* Problem description *
Please print the listing that follows word for word, but skip any pictures it holds.

* Supplied material *
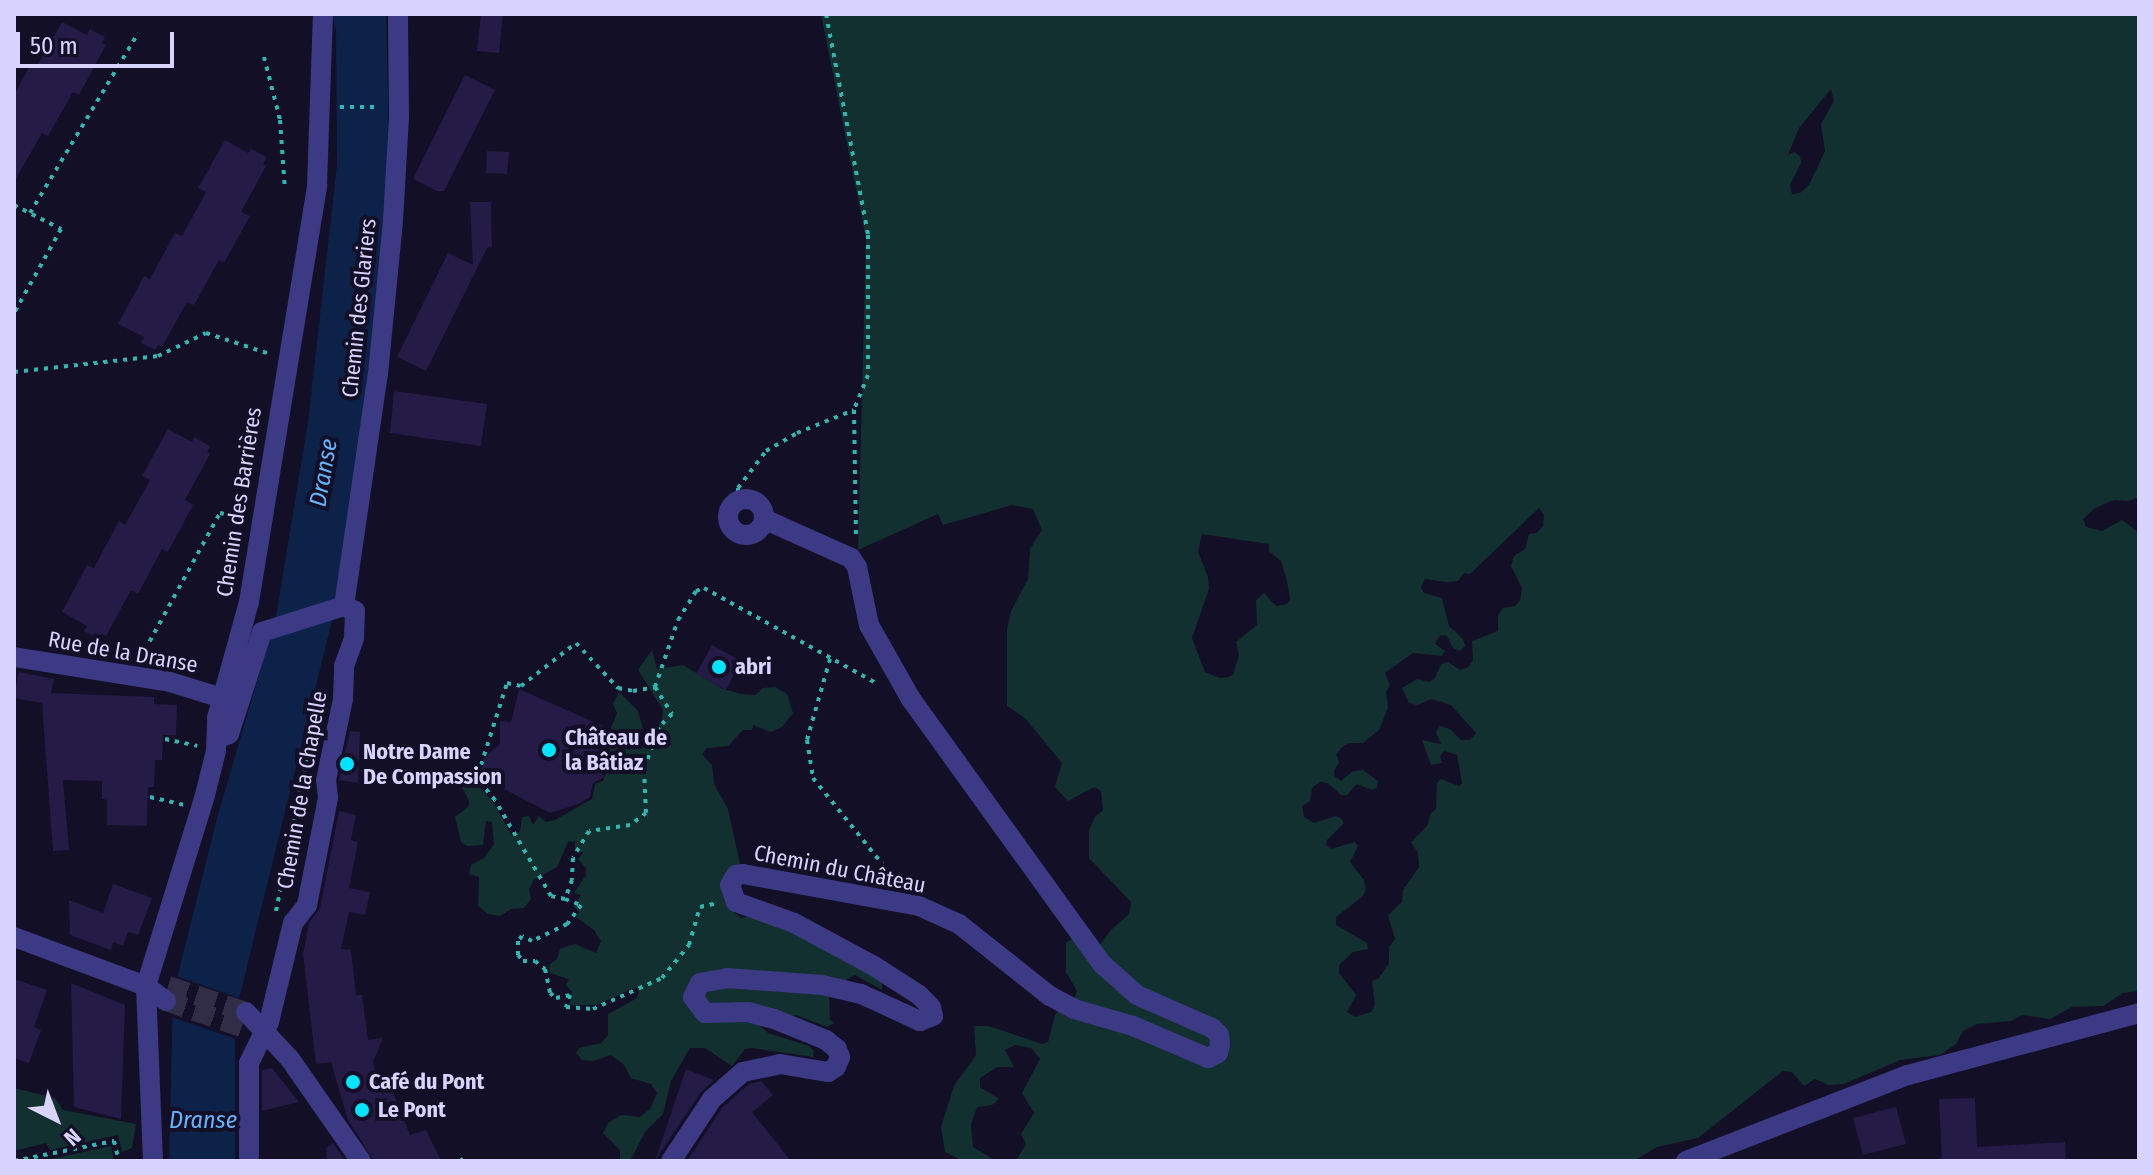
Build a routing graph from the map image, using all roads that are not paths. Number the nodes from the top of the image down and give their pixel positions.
1 (323, 14) edge
2 (398, 14) edge
3 (764, 519) junction
4 (344, 606) junction
5 (14, 657) edge
6 (222, 698) junction
7 (212, 744) junction
8 (14, 937) edge
9 (146, 986) junction
10 (167, 994) tunnel mouth
11 (2139, 1013) edge
12 (251, 1024) junction
13 (153, 1161) edge
14 (249, 1161) edge
15 (361, 1161) edge
16 (671, 1161) edge
17 (1686, 1161) edge

1 - 6 street, Chemin des Barrières
2 - 4 street, Chemin des Glariers
3 - 3 street
3 - 16 street, Chemin du Château
4 - 7 street
4 - 12 street, Chemin de la Chapelle
5 - 6 street, Rue de la Dranse
6 - 7 street, Chemin des Barrières
7 - 9 street, Chemin des Barrières
8 - 9 street
9 - 10 street
9 - 13 street, Chemin des Barrières
11 - 17 street
12 - 14 street, Chemin de la Chapelle
12 - 15 street

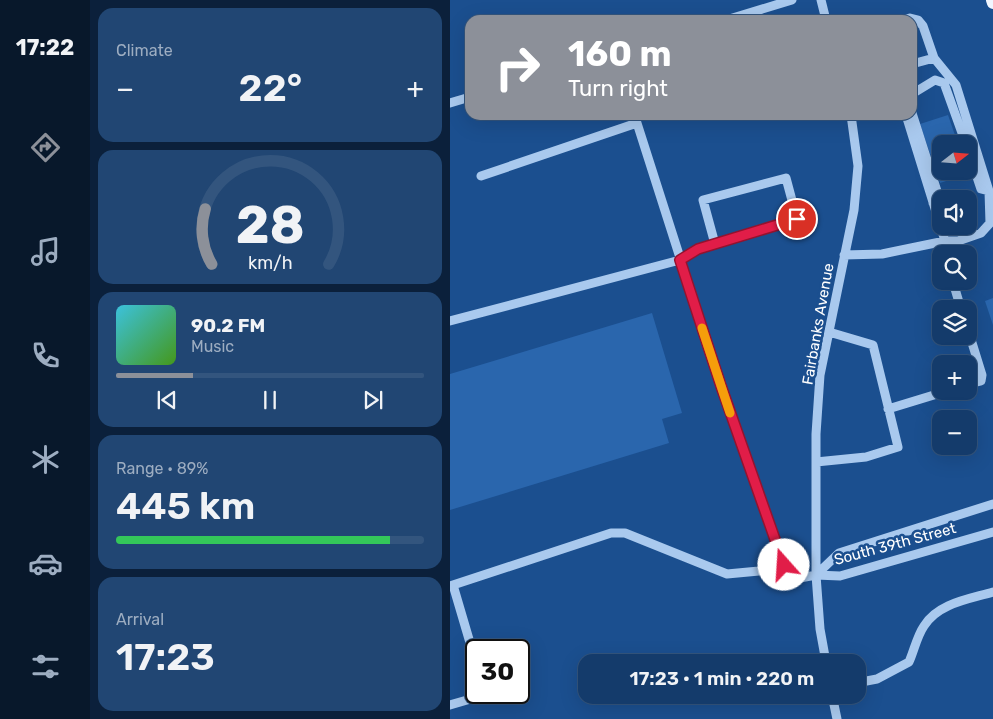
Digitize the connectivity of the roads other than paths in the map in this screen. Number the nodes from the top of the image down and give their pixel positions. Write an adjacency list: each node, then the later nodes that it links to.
1 (792, 0): 3 (street)
2 (821, 0): 4 (street)
3 (742, 15)
4 (825, 15)
5 (917, 20): 6 (street)
6 (934, 58): 7 (street); 18 (street)
7 (917, 63)
8 (917, 91): 14 (street)
9 (465, 98): 10 (street)
10 (450, 103)
11 (852, 120): 23 (street, Fairbanks Avenue)
12 (908, 120): 19 (street)
13 (914, 120): 17 (street)
14 (963, 135)
15 (481, 176): 24 (street)
16 (978, 180): 18 (street)
17 (937, 190)
18 (989, 192): 21 (street)
19 (932, 200)
20 (943, 235): 21 (street)
21 (945, 241): 23 (street)
22 (715, 244): 22 (street); 24 (street)
23 (844, 256): 26 (street, Fairbanks Avenue)
24 (680, 260): 25 (street); 34 (street)
25 (450, 321)
26 (828, 332): 30 (street); 31 (street, Fairbanks Avenue)
27 (977, 359): 28 (street)
28 (977, 382)
29 (932, 396): 30 (street)
30 (888, 410): 31 (street)
31 (816, 462): 35 (street, Fairbanks Avenue)
32 (993, 504): 35 (street, South 39th Street)
33 (993, 532): 35 (street, South 39th Street)
34 (782, 561): 35 (street); 36 (street)
35 (816, 575): 39 (street, Fairbanks Avenue)
36 (451, 585): 38 (street)
37 (993, 592): 40 (street)
38 (468, 639)
39 (825, 654)
40 (866, 681)
41 (465, 701): 43 (street)
42 (834, 704): 44 (street)
43 (450, 705)
44 (837, 719)

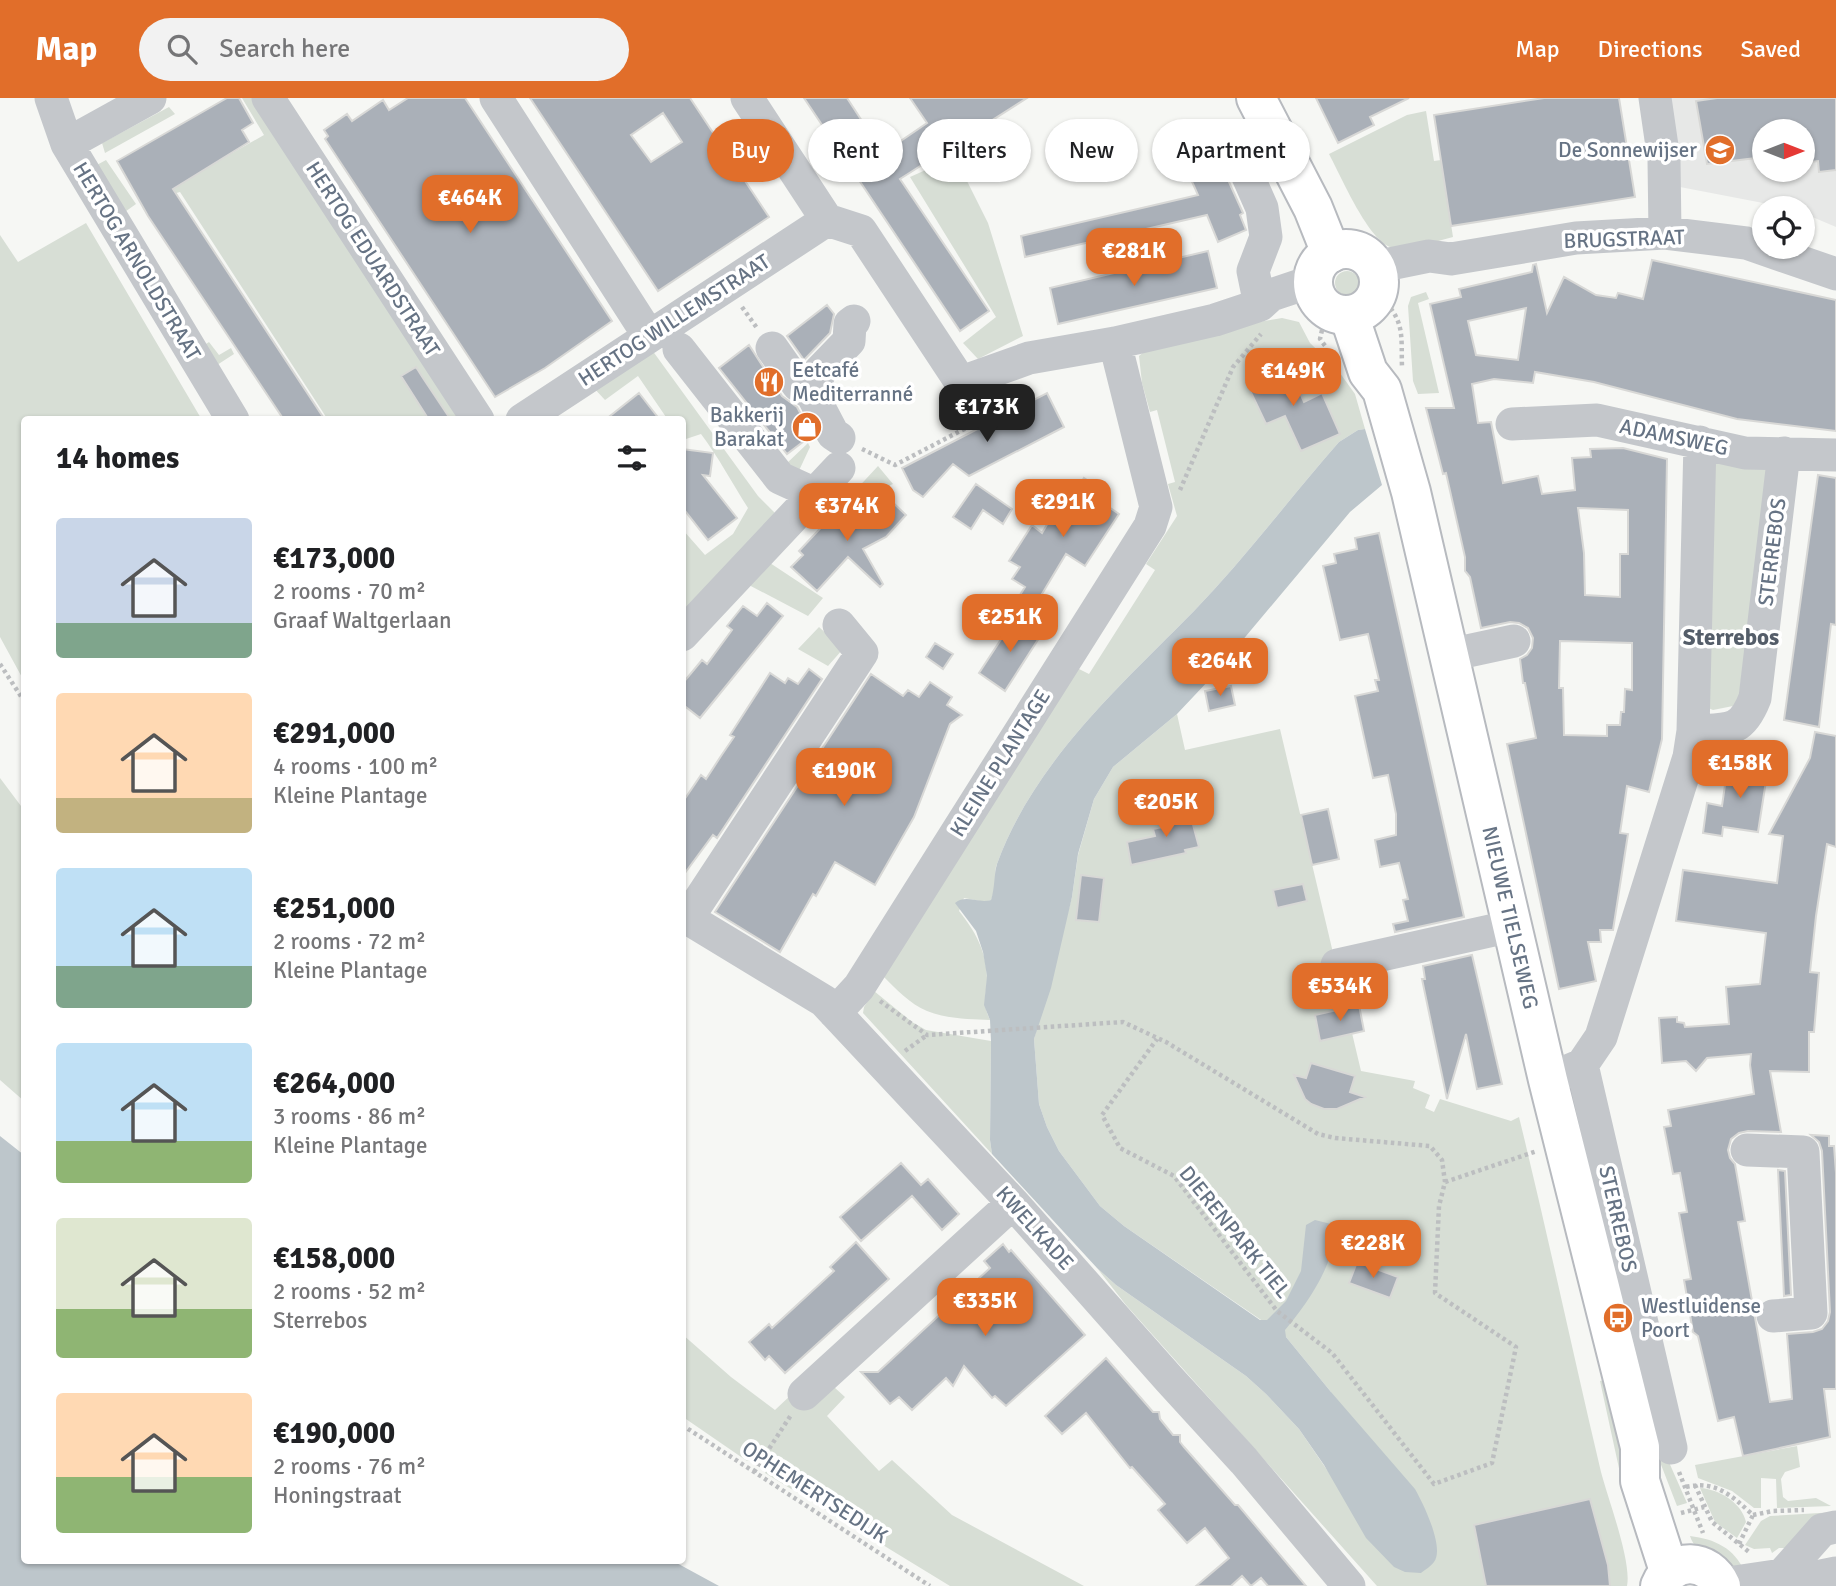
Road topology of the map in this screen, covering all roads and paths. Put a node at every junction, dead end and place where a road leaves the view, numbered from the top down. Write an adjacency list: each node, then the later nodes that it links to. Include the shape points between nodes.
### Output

* Completed exercise *
Build a routing graph from the map image, using all roads that are not paths. Number the nodes from the top of the image down and give their pixel positions.
1 (323, 14) edge
2 (398, 14) edge
3 (764, 519) junction
4 (344, 606) junction
5 (14, 657) edge
6 (222, 698) junction
7 (212, 744) junction
8 (14, 937) edge
9 (146, 986) junction
10 (167, 994) tunnel mouth
11 (2139, 1013) edge
12 (251, 1024) junction
13 (153, 1161) edge
14 (249, 1161) edge
15 (361, 1161) edge
16 (671, 1161) edge
17 (1686, 1161) edge

1 - 6 street, Chemin des Barrières
2 - 4 street, Chemin des Glariers
3 - 3 street
3 - 16 street, Chemin du Château
4 - 7 street
4 - 12 street, Chemin de la Chapelle
5 - 6 street, Rue de la Dranse
6 - 7 street, Chemin des Barrières
7 - 9 street, Chemin des Barrières
8 - 9 street
9 - 10 street
9 - 13 street, Chemin des Barrières
11 - 17 street
12 - 14 street, Chemin de la Chapelle
12 - 15 street

Digitize the connectivity of the roads other than paths in the map in this screen. Number the nodes from the top of the image down and give their pixel positions. Write an adjacency list: each node, then the later nodes that it links to.
1 (792, 0): 3 (street)
2 (821, 0): 4 (street)
3 (742, 15)
4 (825, 15)
5 (917, 20): 6 (street)
6 (934, 58): 7 (street); 18 (street)
7 (917, 63)
8 (917, 91): 14 (street)
9 (465, 98): 10 (street)
10 (450, 103)
11 (852, 120): 23 (street, Fairbanks Avenue)
12 (908, 120): 19 (street)
13 (914, 120): 17 (street)
14 (963, 135)
15 (481, 176): 24 (street)
16 (978, 180): 18 (street)
17 (937, 190)
18 (989, 192): 21 (street)
19 (932, 200)
20 (943, 235): 21 (street)
21 (945, 241): 23 (street)
22 (715, 244): 22 (street); 24 (street)
23 (844, 256): 26 (street, Fairbanks Avenue)
24 (680, 260): 25 (street); 34 (street)
25 (450, 321)
26 (828, 332): 30 (street); 31 (street, Fairbanks Avenue)
27 (977, 359): 28 (street)
28 (977, 382)
29 (932, 396): 30 (street)
30 (888, 410): 31 (street)
31 (816, 462): 35 (street, Fairbanks Avenue)
32 (993, 504): 35 (street, South 39th Street)
33 (993, 532): 35 (street, South 39th Street)
34 (782, 561): 35 (street); 36 (street)
35 (816, 575): 39 (street, Fairbanks Avenue)
36 (451, 585): 38 (street)
37 (993, 592): 40 (street)
38 (468, 639)
39 (825, 654)
40 (866, 681)
41 (465, 701): 43 (street)
42 (834, 704): 44 (street)
43 (450, 705)
44 (837, 719)

Road topology of the map in this screen, covering all roads and paths. Put a node at every junction, dead end and place where a road leaves the view, numbered from the top down. Write an adjacency list: each node, then the later nodes that it links to. Include the shape points between nodes.
### Output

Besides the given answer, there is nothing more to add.